Uncertainty Estimation for Regression

Statistics and Machine Learning Toolbox™ provides features for estimating the uncertainty of the true response for a regression problem. Uncertainty estimation is important in safety critical applications, where the AI system must be able to generalize over unseen data, and the uncertainty associated with the AI model predictions must be handled in a way that does not compromise safety. Uncertainty estimation has applications in domains such as drug development [2], aerospace [3], and model risk management [4].

You can choose between parametric and nonparametric uncertainty estimation methods.

Parametric — These methods rely on specific distributional assumptions about the errors in your regression model, such as the assumption that the errors follow a normal distribution. You can use the functions fitlm, fitrgp, and fitrgam to follow this approach. For an example using a Gaussian process regression (GPR) model, see Compute Predicted Responses. For an example using a generalized additive model (GAM), see Plot Prediction Intervals.
Nonparametric — These methods do not require making distributional assumptions about the data. You can use the functions fitrqlinear, fitrqnet, and quantilePredict to follow this approach. For an example using a quantile linear model, see Create Prediction Interval Using Quantiles. For an example using a bag of regression trees, see Estimate Prediction Intervals Using Percentiles.

Prediction Intervals

In the figure below, the model returns a point prediction (red line) for the data (dark blue points), and does not provide any information on the spread of the response (gray region). Estimating the uncertainty around a prediction gives you information about the spread of the response and allows you to determine regions of high fidelity, where model predictions follow the true response closely. In regions of low fidelity, you might be unable to trust model estimates of the true response.
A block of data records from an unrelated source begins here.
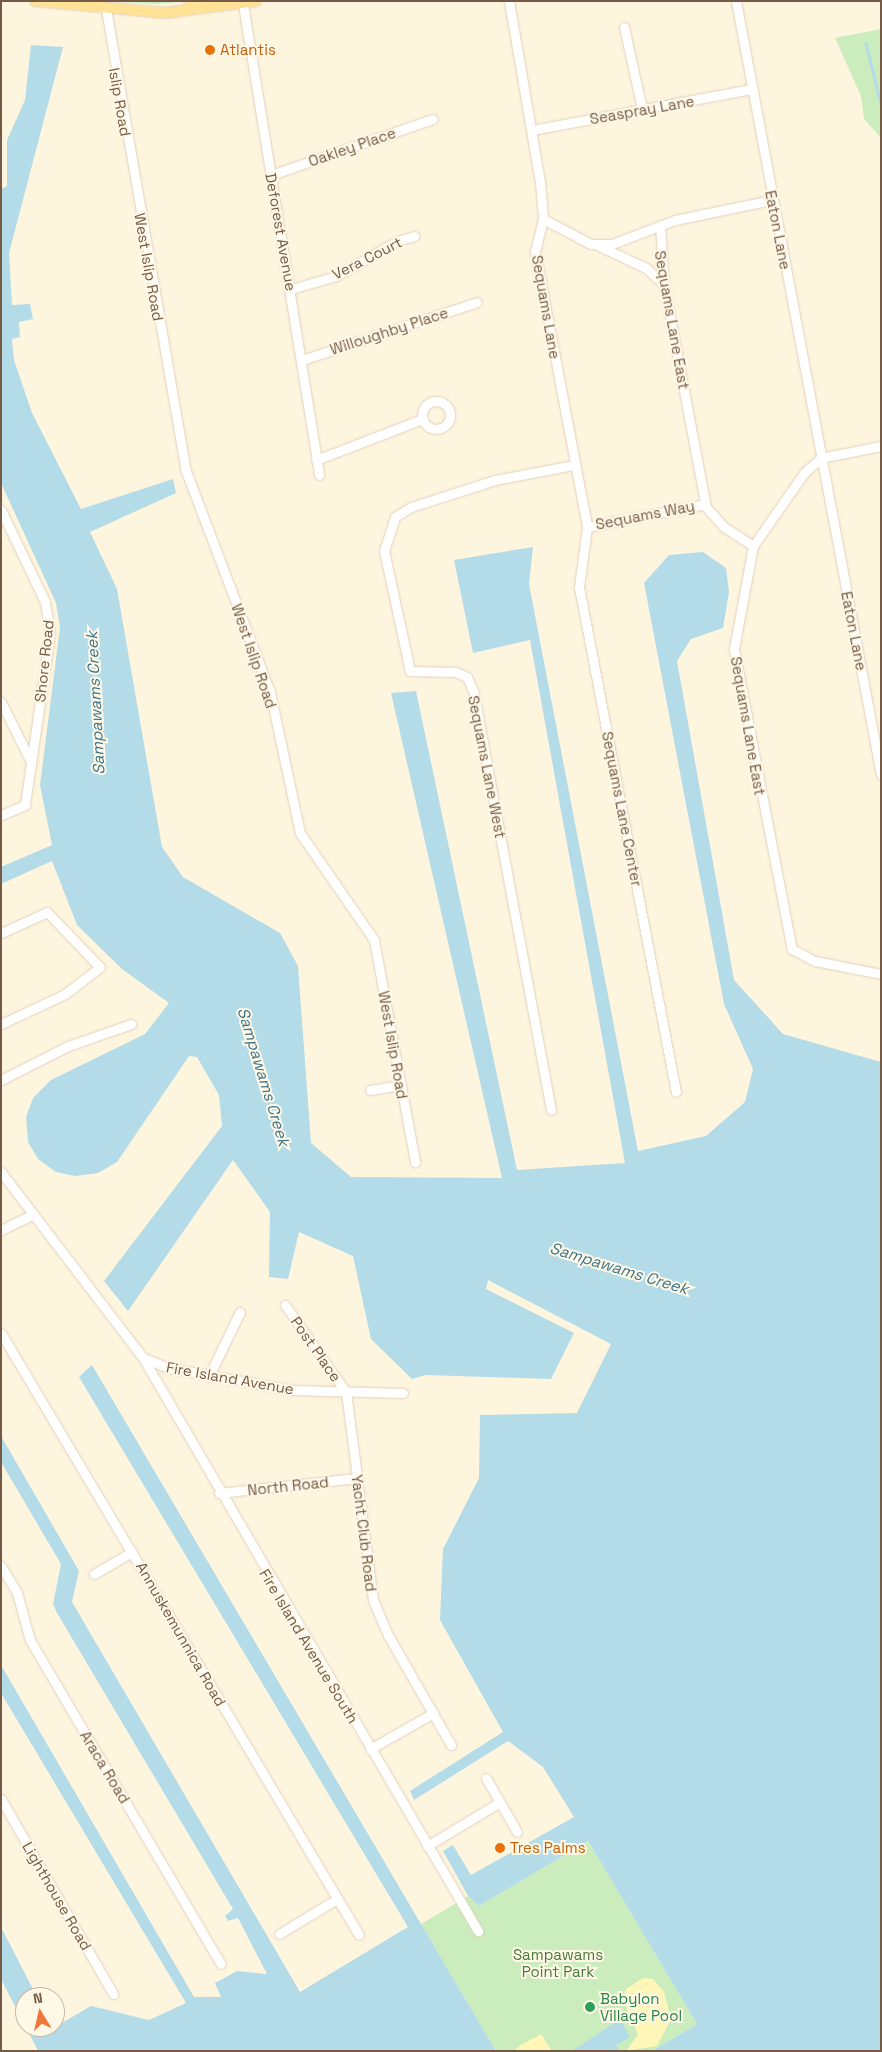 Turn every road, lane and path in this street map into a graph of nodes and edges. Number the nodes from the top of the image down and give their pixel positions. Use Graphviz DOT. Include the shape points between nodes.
graph roads {
  1 [pos="206,1"];
  2 [pos="256,1"];
  3 [pos="509,1"];
  4 [pos="736,1"];
  5 [pos="39,2"];
  6 [pos="197,3"];
  7 [pos="243,4"];
  8 [pos="106,9"];
  9 [pos="165,13"];
  10 [pos="624,27"];
  11 [pos="752,90"];
  12 [pos="642,109"];
  13 [pos="433,119"];
  14 [pos="532,130"];
  15 [pos="271,175"];
  16 [pos="136,194"];
  17 [pos="772,200"];
  18 [pos="543,219"];
  19 [pos="660,225"];
  20 [pos="414,236"];
  21 [pos="598,245"];
  22 [pos="664,285"];
  23 [pos="291,289"];
  24 [pos="477,302"];
  25 [pos="302,360"];
  26 [pos="422,419"];
  27 [pos="881,446"];
  28 [pos="821,458"];
  29 [pos="316,460"];
  30 [pos="574,465"];
  31 [pos="319,475"];
  32 [pos="705,504"];
  33 [pos="1,510"];
  34 [pos="587,526"];
  35 [pos="753,546"];
  36 [pos="1,702"];
  37 [pos="32,762"];
  38 [pos="881,775"];
  39 [pos="1,815"];
  40 [pos="1,933"];
  41 [pos="881,974"];
  42 [pos="1,1024"];
  43 [pos="131,1024"];
  44 [pos="1,1080"];
  45 [pos="400,1084"];
  46 [pos="370,1090"];
  47 [pos="676,1092"];
  48 [pos="551,1110"];
  49 [pos="415,1162"];
  50 [pos="1,1172"];
  51 [pos="32,1215"];
  52 [pos="1,1230"];
  53 [pos="285,1305"];
  54 [pos="240,1312"];
  55 [pos="1,1333"];
  56 [pos="143,1358"];
  57 [pos="209,1376"];
  58 [pos="346,1392"];
  59 [pos="403,1393"];
  60 [pos="357,1478"];
  61 [pos="219,1493"];
  62 [pos="132,1552"];
  63 [pos="1,1566"];
  64 [pos="94,1574"];
  65 [pos="433,1713"];
  66 [pos="451,1745"];
  67 [pos="370,1749"];
  68 [pos="486,1778"];
  69 [pos="1,1799"];
  70 [pos="500,1802"];
  71 [pos="517,1832"];
  72 [pos="427,1846"];
  73 [pos="337,1899"];
  74 [pos="478,1932"];
  75 [pos="279,1934"];
  76 [pos="359,1935"];
  77 [pos="221,1964"];
  78 [pos="113,1994"];
  1 -- 6 [label="main road"];
  2 -- 7 [label="main road"];
  3 -- 14 [label="street, Sequams Lane"];
  4 -- 11 [label="street, Eaton Lane"];
  5 -- 8 [label="main road"];
  6 -- 9 [label="main road"];
  7 -- 9 [label="main road"];
  7 -- 15 [label="street, Deforest Avenue"];
  8 -- 9 [label="main road"];
  8 -- 16 [label="street, Islip Road"];
  10 -- 12 [label="street"];
  11 -- 12 [label="street, Seaspray Lane"];
  11 -- 17 [label="street, Eaton Lane"];
  12 -- 14 [label="street, Seaspray Lane"];
  13 -- 15 [label="street, Oakley Place"];
  14 -- 18 [label="street, Sequams Lane"];
  15 -- 23 [label="street, Deforest Avenue"];
  16 -- 45 [label="street, West Islip Road" via="186,471 270,692 300,833 374,940"];
  17 -- 19 [label="street"];
  17 -- 28 [label="street, Eaton Lane"];
  18 -- 21 [label="street"];
  18 -- 30 [label="street, Sequams Lane" via="535,250"];
  19 -- 21 [label="street"];
  19 -- 22 [label="street, Sequams Lane East"];
  20 -- 23 [label="street, Vera Court" via="396,240 336,276"];
  21 -- 22 [label="street" via="646,268"];
  22 -- 32 [label="street, Sequams Lane East"];
  23 -- 25 [label="street, Deforest Avenue"];
  24 -- 25 [label="street, Willoughby Place"];
  25 -- 29 [label="street, Deforest Avenue"];
  26 -- 29 [label="street"];
  27 -- 28 [label="street"];
  28 -- 35 [label="street" via="804,473"];
  28 -- 38 [label="street, Eaton Lane"];
  29 -- 31 [label="street, Deforest Avenue"];
  30 -- 34 [label="street, Sequams Way"];
  30 -- 48 [label="street, Sequams Lane West" via="495,480 411,507 395,517 384,551 410,671 455,672 467,677 473,692"];
  32 -- 34 [label="street, Sequams Way"];
  32 -- 35 [label="street, Sequams Lane East" via="724,527"];
  33 -- 37 [label="street, Shore Road" via="50,615"];
  34 -- 47 [label="street, Sequams Lane Center" via="579,587"];
  35 -- 41 [label="street, Sequams Lane East" via="736,626 735,663 787,937 802,957"];
  36 -- 37 [label="street"];
  37 -- 39 [label="street, Shore Road" via="25,804"];
  40 -- 42 [label="street" via="48,912 100,968 65,994"];
  43 -- 44 [label="street" via="68,1046"];
  45 -- 46 [label="street"];
  45 -- 49 [label="street, West Islip Road"];
  50 -- 51 [label="street"];
  51 -- 52 [label="street"];
  51 -- 56 [label="street"];
  53 -- 58 [label="street, Post Place"];
  54 -- 57 [label="street"];
  55 -- 62 [label="street, Annuskemunnica Road"];
  56 -- 57 [label="street, Fire Island Avenue"];
  56 -- 61 [label="street, Fire Island Avenue South"];
  57 -- 58 [label="street, Fire Island Avenue" via="292,1390"];
  58 -- 59 [label="street, Fire Island Avenue"];
  58 -- 60 [label="street, Yacht Club Road"];
  60 -- 61 [label="street, North Road"];
  60 -- 65 [label="street, Yacht Club Road" via="373,1600 388,1635"];
  61 -- 67 [label="street, Fire Island Avenue South"];
  62 -- 64 [label="street"];
  62 -- 73 [label="street, Annuskemunnica Road"];
  63 -- 77 [label="street, Araca Road" via="17,1593 30,1640"];
  65 -- 66 [label="street, Yacht Club Road"];
  65 -- 67 [label="street"];
  67 -- 72 [label="street, Fire Island Avenue South"];
  68 -- 70 [label="street"];
  69 -- 78 [label="street, Lighthouse Road"];
  70 -- 71 [label="street"];
  70 -- 72 [label="street"];
  72 -- 74 [label="street, Fire Island Avenue South"];
  73 -- 75 [label="street"];
  73 -- 76 [label="street, Annuskemunnica Road"];
}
Plot of the data in dark blue, the model predictions in red, and the response spread in gray

A prediction interval is an estimate of the spread of the response around a model prediction. A prediction interval computes the range within which the true response falls with an acceptable error rate. In the figure below, the prediction interval (light blue region) contains the true response with probability 0.9 (that is, with an acceptable error rate of 0.1).

Plot of the data in dark blue, the model predictions in red, and the prediction interval in light blue

Split Conformal Prediction

Split conformal prediction (SCP) is a distribution-free, model-agnostic statistical framework that returns prediction intervals with certain validity guarantees, given an acceptable error rate.

SCP involves computing conformity scores to calibrate a prediction interval. The type of SCP depends on the conformity score function.

You can compute conformity scores s by using absolute residuals: $s_{i} = | y_{i} - f (X_{i}) |$ , where X_i is the predictor data for observation i, y_i is the response for observation i, and f(X_i) is the model prediction for observation i.
Alternatively, you can compute conformity scores s by using quantile regression: $s_{i} = \max {f_{α / 2} (X_{i}) - y_{i}, y_{i} - f_{1 - α / 2} (X_{i})}$ , where f_α/2(X_i) is the lower quantile of the fitted regression model, evaluated at X_i, and f_1−α/2(X_i) is the upper quantile of the fitted regression model, evaluated at X_i.

Use split conformal prediction when you have enough data to calibrate and generate prediction intervals. For an example, see Create Prediction Intervals Using Split Conformal Prediction.

Validity Guarantees of SCP

Split conformal prediction provides two types of guarantees on the validity of the prediction interval.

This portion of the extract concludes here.